God speaks in the psalm of the children of believers. This ought to be obvious because the house that is built in the psalm by the gift of children is a house built by “the Lord.” Jehovah does not build every man’s house. Jehovah blesses the house of the righteous and builds it. But “the curse of the Lord is in the house of the wicked” (Prov. 3:33): the house of the wicked and everything in it are under Jehovah’s ban, and he tears down the house of the wicked in myriad ways. Jehovah builds the houses of believers, and he does that through their children.
Children of youth!
God ordained the youth of the man and his wife as the time of having children. Not all men and women are like Abraham and Sarah, who had a child late in their lives. Youth is given to men and women to have children. The will of God for young men and women is that they marry and have children. This is the reason for the strength of youth. God gives strength in youth, and it is to be used in the interest of children.
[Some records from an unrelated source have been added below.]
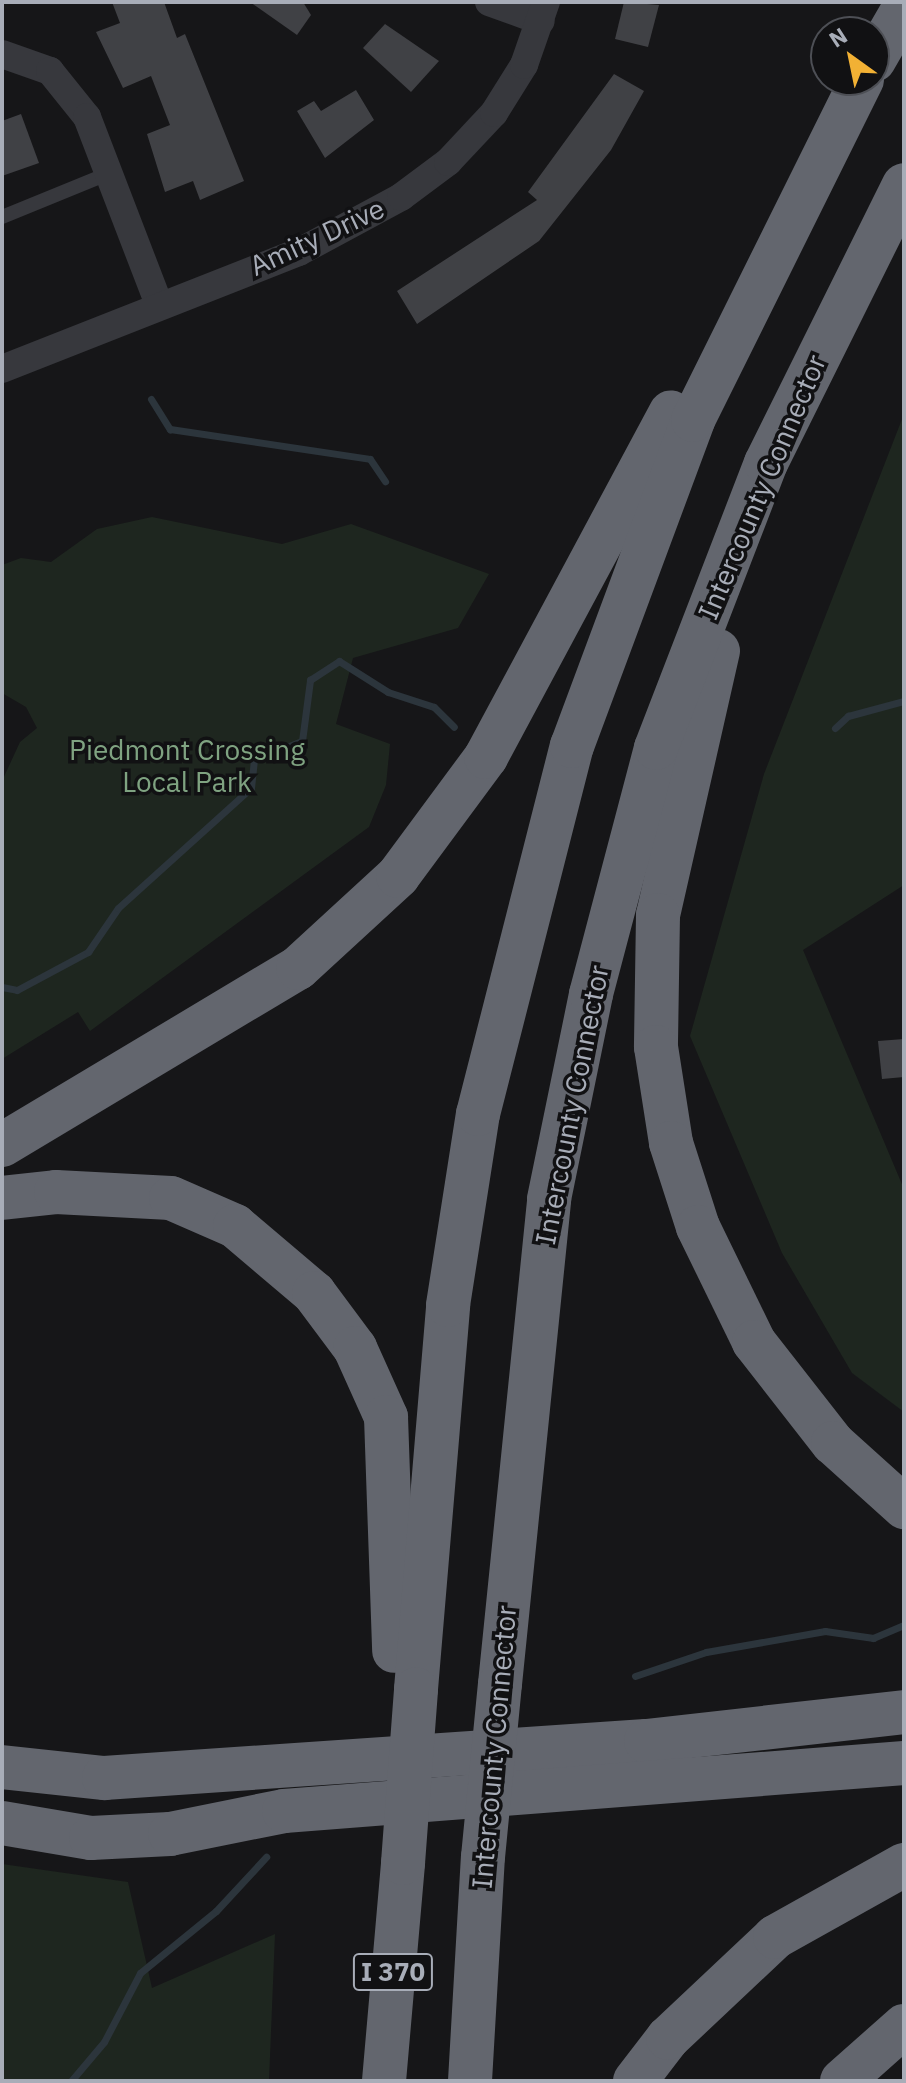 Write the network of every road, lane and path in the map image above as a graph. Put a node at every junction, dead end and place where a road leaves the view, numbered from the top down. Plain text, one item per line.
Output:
1 (489, 2) edge
2 (904, 8) edge
3 (544, 12) edge
4 (890, 32) edge
5 (2, 54) edge
6 (853, 96) edge
7 (834, 129) junction
8 (111, 173) junction
9 (904, 185) edge
10 (2, 217) edge
11 (158, 302) junction
12 (2, 369) edge
13 (766, 463) junction
14 (2, 1145) edge
15 (2, 1198) edge
16 (904, 1507) edge
17 (405, 1690) junction
18 (904, 1712) edge
19 (904, 1763) edge
20 (2, 1767) edge
21 (2, 1823) edge
22 (904, 1865) edge
23 (904, 2026) edge
24 (384, 2081) edge
25 (470, 2081) edge
26 (635, 2081) edge
27 (842, 2081) edge

1 - 3 street
2 - 4 highway
3 - 11 street, Amity Drive
5 - 8 street
6 - 7 highway
7 - 14 highway
7 - 17 highway
8 - 10 lane
8 - 11 street
9 - 13 highway, Intercounty Connector
11 - 12 street, Amity Drive
13 - 16 highway
13 - 25 highway, Intercounty Connector, bridge
15 - 17 highway
17 - 24 highway, I 370, bridge
18 - 20 highway
19 - 21 highway
22 - 26 highway
23 - 27 highway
Concerning the children of believers, the psalm takes a startling and remarkable view: these children are “an heritage of the Lord.” Children are a heritage as Jehovah gives them to believers. Children are a heritage in order that Jehovah builds their houses. Children are a heritage not by their parents’ upbringing or through their parents’ labors. But children are “an heritage of the Lord” as they come from the hand of God and are given to a covenant home.
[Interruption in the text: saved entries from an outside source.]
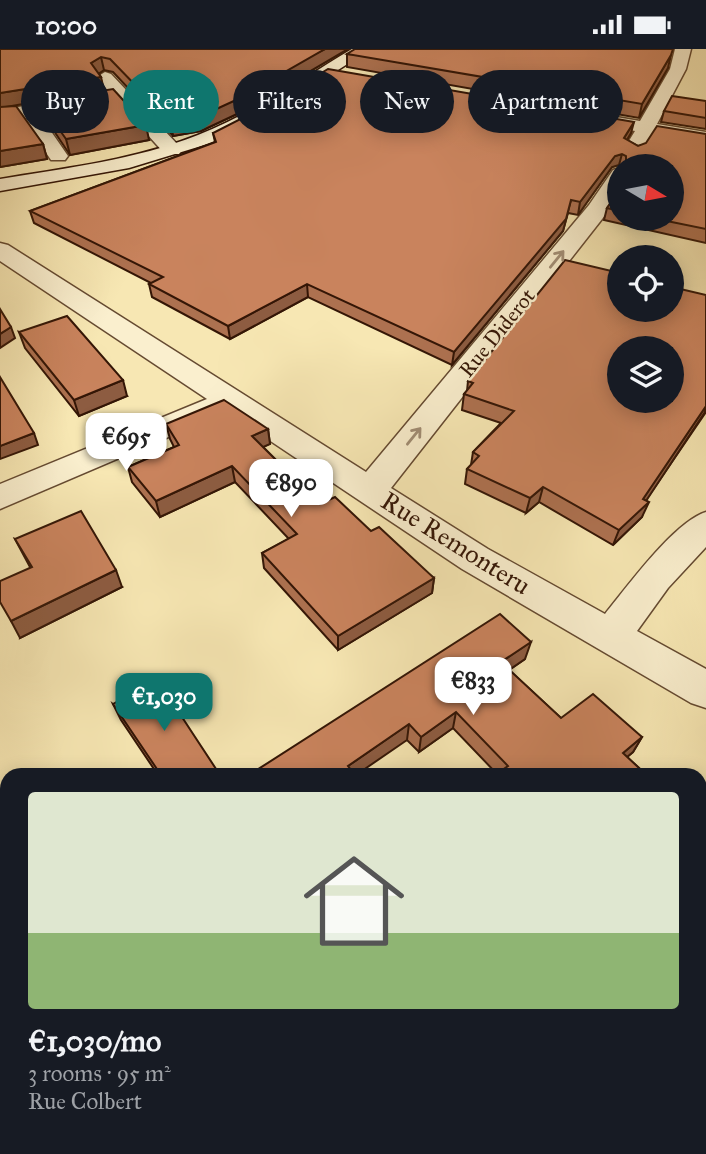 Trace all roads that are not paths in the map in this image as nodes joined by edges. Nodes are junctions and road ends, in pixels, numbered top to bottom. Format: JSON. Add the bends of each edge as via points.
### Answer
{"nodes":[{"id":1,"x":363,"y":49,"type":"edge"},
{"id":2,"x":683,"y":49,"type":"edge"},
{"id":3,"x":329,"y":70,"type":"edge"},
{"id":4,"x":346,"y":75,"type":"edge"},
{"id":5,"x":355,"y":76,"type":"edge"},
{"id":6,"x":109,"y":82,"type":"edge"},
{"id":7,"x":121,"y":95,"type":"junction"},
{"id":8,"x":109,"y":97,"type":"edge"},
{"id":9,"x":21,"y":111,"type":"edge"},
{"id":10,"x":0,"y":115,"type":"edge"},
{"id":11,"x":623,"y":124,"type":"edge"},
{"id":12,"x":233,"y":125,"type":"edge"},
{"id":13,"x":647,"y":128,"type":"junction"},
{"id":14,"x":42,"y":133,"type":"edge"},
{"id":15,"x":706,"y":138,"type":"edge"},
{"id":16,"x":172,"y":150,"type":"junction"},
{"id":17,"x":631,"y":154,"type":"edge"},
{"id":18,"x":58,"y":156,"type":"dead end"},
{"id":19,"x":0,"y":185,"type":"edge"},
{"id":20,"x":607,"y":195,"type":"edge"},
{"id":21,"x":0,"y":250,"type":"edge"},
{"id":22,"x":230,"y":399,"type":"junction"},
{"id":23,"x":371,"y":489,"type":"junction"},
{"id":24,"x":0,"y":497,"type":"edge"},
{"id":25,"x":706,"y":525,"type":"edge"},
{"id":26,"x":611,"y":636,"type":"junction"},
{"id":27,"x":706,"y":690,"type":"edge"}],
"edges":[{"from":1,"to":3,"type":"street"},
{"from":2,"to":13,"type":"street","via":[[678,69]]},
{"from":4,"to":5,"type":"street"},
{"from":6,"to":7,"type":"street"},
{"from":7,"to":8,"type":"street"},
{"from":7,"to":16,"type":"street"},
{"from":9,"to":10,"type":"street"},
{"from":11,"to":13,"type":"street"},
{"from":12,"to":16,"type":"street"},
{"from":13,"to":15,"type":"street"},
{"from":13,"to":17,"type":"street"},
{"from":14,"to":18,"type":"street"},
{"from":16,"to":19,"type":"street"},
{"from":23,"to":20,"type":"street","name":"Rue Diderot","one_way":true},
{"from":21,"to":22,"type":"street","name":"Rue Remonteru"},
{"from":22,"to":23,"type":"street","name":"Rue Remonteru"},
{"from":22,"to":24,"type":"street"},
{"from":23,"to":26,"type":"street","name":"Rue Remonteru","via":[[475,559]]},
{"from":25,"to":26,"type":"street","via":[[655,578]]},
{"from":26,"to":27,"type":"street","name":"Rue Remonteru"}]}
Such a statement that children are “an heritage of the Lord” is remarkable over against the people of the world, who are worse than lions and bears and more like savages who butcher and brutalize their children. The text is not a general statement about the glory and goodness of all children, but in its statement about the children of believers, it rebukes the world, who views children as nuisances, drags upon resources, hindrances to selfish lifestyles, pawns in parents’ plans, instruments of parents’ pleasure to raise and spoil as they please, subjects of parental whims regarding whether the children live or die, means to parents’ selfish ends, and grist for military mills that grind up children by the thousands. How is it not true with respect to children that worldly parents are implacable, unmerciful, and cruel!
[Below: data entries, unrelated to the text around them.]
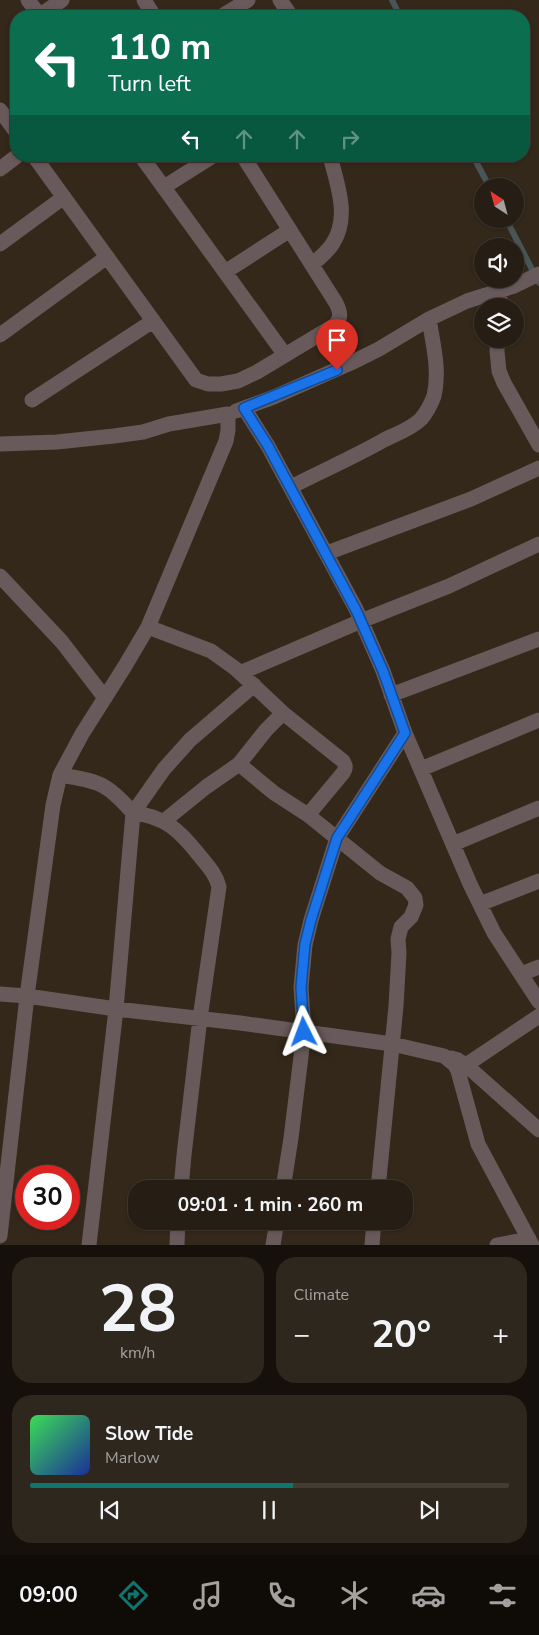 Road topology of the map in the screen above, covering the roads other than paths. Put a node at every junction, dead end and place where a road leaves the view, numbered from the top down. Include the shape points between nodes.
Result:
1 (62, 0) edge
2 (248, 0) edge
3 (48, 10) edge
4 (232, 10) edge
5 (0, 110) edge
6 (10, 124) edge
7 (10, 161) edge
8 (38, 162) edge
9 (145, 162) edge
10 (204, 162) edge
11 (247, 162) edge
12 (332, 162) edge
13 (0, 169) edge
14 (164, 188) junction
15 (64, 196) junction
16 (290, 230) junction
17 (0, 244) edge
18 (107, 256) junction
19 (312, 265) junction
20 (225, 272) junction
21 (539, 274) edge
22 (524, 281) edge
23 (507, 288) joint
24 (503, 298) edge
25 (429, 319) junction
26 (153, 321) junction
27 (0, 334) edge
28 (497, 348) edge
29 (285, 355) junction
30 (32, 400) dead end
31 (244, 408) junction
32 (228, 414) junction
33 (0, 444) edge
34 (539, 445) edge
35 (539, 468) edge
36 (291, 487) junction
37 (539, 544) edge
38 (327, 553) junction
39 (0, 576) edge
40 (361, 621) junction
41 (148, 626) junction
42 (539, 639) edge
43 (240, 672) junction
44 (254, 685) junction
45 (391, 695) junction
46 (104, 698) junction
47 (283, 713) junction
48 (539, 720) edge
49 (405, 733) junction
50 (239, 764) junction
51 (421, 769) junction
52 (60, 775) junction
53 (539, 808) edge
54 (133, 813) junction
55 (308, 815) junction
56 (164, 821) junction
57 (337, 838) junction
58 (453, 844) junction
59 (539, 881) edge
60 (480, 904) junction
61 (539, 967) edge
62 (521, 974) junction
63 (0, 994) edge
64 (27, 996) junction
65 (539, 1002) edge
66 (116, 1008) junction
67 (539, 1016) edge
68 (200, 1018) junction
69 (304, 1032) junction
70 (392, 1044) junction
71 (444, 1056) junction
72 (466, 1065) junction
73 (539, 1130) edge
74 (182, 1180) edge
75 (285, 1180) edge
76 (379, 1180) edge
77 (177, 1230) edge
78 (276, 1230) edge
79 (373, 1230) edge
80 (0, 1236) edge
81 (530, 1242) edge
82 (89, 1245) edge
83 (176, 1245) edge
84 (273, 1245) edge
85 (372, 1245) edge
86 (497, 1245) edge

1 - 3 street
2 - 4 street
5 - 6 street
7 - 13 street
8 - 15 street
9 - 14 street
10 - 14 street
11 - 16 street
12 - 19 street via 340,195 338,234
14 - 20 street
15 - 17 street
15 - 18 street
16 - 19 street
16 - 20 street
18 - 26 street
18 - 27 street
19 - 29 street via 340,310 340,317 335,325
20 - 29 street
21 - 22 street
23 - 24 street
23 - 25 street via 467,301
25 - 31 street via 351,363
25 - 36 street via 436,382 434,396 420,420
26 - 29 street via 196,380 202,383 238,381
26 - 30 street
28 - 34 street via 499,371 504,383
31 - 32 street
31 - 36 street
32 - 33 street via 114,436
32 - 41 street via 226,441
35 - 38 street via 471,498
36 - 38 street
37 - 40 street via 449,586
38 - 40 street
39 - 46 street via 62,642
40 - 43 street
40 - 45 street
41 - 43 street via 211,651
41 - 46 street
42 - 45 street
43 - 44 street
44 - 47 street
44 - 54 street via 190,740 164,769
45 - 49 street
46 - 52 street
47 - 50 street
47 - 55 street via 346,765 343,774
48 - 51 street
49 - 51 street
49 - 57 street
50 - 55 street via 274,793
50 - 56 street
51 - 58 street
52 - 54 street via 101,784
52 - 64 street
53 - 58 street
54 - 56 street
54 - 66 street
55 - 57 street
56 - 68 street via 191,844 215,875 219,887
57 - 69 street via 305,944 301,987
57 - 70 street via 380,873 407,888 415,898 411,917 399,933
58 - 60 street
59 - 60 street
60 - 62 street via 494,933
61 - 62 street
62 - 65 street
63 - 64 street
64 - 66 street
64 - 80 street
66 - 68 street
66 - 82 street
67 - 72 street
68 - 69 street
68 - 74 street
69 - 70 street
69 - 75 street
70 - 71 street
70 - 76 street
71 - 72 street
71 - 81 street via 458,1071 478,1144
72 - 73 street
77 - 83 street
78 - 84 street
79 - 85 street
81 - 86 street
That children of youth are “an heritage of the Lord” is remarkable over against the corrupt missionary zeal of many who despise the growth of the church in her children. These zealots compass land and sea to make one disciple and then make him twofold more the child of the devil than themselves. In the interest of their supposed mission zeal, children are abandoned to missionary camps so that their parents can engage in a supposedly more glorious work of missions.
Such a view of children as “an heritage of the Lord” is remarkable over against a church world that has bought wholesale into the thinking of the world, which the world euphemistically calls “family planning,” but which is the calculated and deliberate minimization or destruction of children by all sorts of means.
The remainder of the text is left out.